WORK ORDER:
The answer must consist of each line below that holds the word "Спаська", copied as it stands.

STORED DATA:
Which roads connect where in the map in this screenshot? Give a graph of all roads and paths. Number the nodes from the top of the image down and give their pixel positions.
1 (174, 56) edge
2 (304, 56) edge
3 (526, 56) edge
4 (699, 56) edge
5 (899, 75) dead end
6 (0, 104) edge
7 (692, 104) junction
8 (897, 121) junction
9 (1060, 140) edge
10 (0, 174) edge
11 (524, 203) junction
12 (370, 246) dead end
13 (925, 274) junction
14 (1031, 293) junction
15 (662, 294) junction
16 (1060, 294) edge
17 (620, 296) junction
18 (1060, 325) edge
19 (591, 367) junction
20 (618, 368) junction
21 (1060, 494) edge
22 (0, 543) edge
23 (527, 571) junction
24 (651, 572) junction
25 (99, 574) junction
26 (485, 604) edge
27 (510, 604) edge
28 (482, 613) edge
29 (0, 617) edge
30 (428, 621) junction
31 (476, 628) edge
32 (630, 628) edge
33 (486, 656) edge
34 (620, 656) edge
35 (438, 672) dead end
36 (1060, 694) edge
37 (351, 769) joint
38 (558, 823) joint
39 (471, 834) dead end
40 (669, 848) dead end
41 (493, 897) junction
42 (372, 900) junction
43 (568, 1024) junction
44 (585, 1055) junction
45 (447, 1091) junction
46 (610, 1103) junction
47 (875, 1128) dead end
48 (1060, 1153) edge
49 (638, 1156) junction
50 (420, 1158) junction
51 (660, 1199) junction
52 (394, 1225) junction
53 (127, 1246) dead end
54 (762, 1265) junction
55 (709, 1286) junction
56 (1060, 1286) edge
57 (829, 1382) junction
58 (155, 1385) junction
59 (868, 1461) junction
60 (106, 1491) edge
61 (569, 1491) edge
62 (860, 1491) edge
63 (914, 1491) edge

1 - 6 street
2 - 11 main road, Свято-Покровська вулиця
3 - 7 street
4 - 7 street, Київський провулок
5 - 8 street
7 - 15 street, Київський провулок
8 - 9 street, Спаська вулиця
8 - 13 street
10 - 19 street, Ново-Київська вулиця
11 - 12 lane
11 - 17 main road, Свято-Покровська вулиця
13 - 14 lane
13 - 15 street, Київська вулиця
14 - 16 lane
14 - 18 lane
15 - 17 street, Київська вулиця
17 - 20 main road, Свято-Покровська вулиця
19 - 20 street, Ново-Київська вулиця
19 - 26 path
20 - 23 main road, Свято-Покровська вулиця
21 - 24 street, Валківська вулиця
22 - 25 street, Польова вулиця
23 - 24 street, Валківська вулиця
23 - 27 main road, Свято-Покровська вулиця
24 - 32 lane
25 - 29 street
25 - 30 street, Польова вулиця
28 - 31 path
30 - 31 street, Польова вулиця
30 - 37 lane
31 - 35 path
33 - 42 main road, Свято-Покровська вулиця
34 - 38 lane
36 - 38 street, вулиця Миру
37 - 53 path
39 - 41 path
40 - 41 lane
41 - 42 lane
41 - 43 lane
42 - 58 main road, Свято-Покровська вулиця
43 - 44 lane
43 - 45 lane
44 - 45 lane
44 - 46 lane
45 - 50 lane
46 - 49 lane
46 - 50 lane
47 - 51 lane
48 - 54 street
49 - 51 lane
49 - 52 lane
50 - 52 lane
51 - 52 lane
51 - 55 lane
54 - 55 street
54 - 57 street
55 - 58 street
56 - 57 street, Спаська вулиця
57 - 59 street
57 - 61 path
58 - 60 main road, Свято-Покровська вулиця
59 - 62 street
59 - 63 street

SOLUTION TO THIS TASK:
8 - 9 street, Спаська вулиця
56 - 57 street, Спаська вулиця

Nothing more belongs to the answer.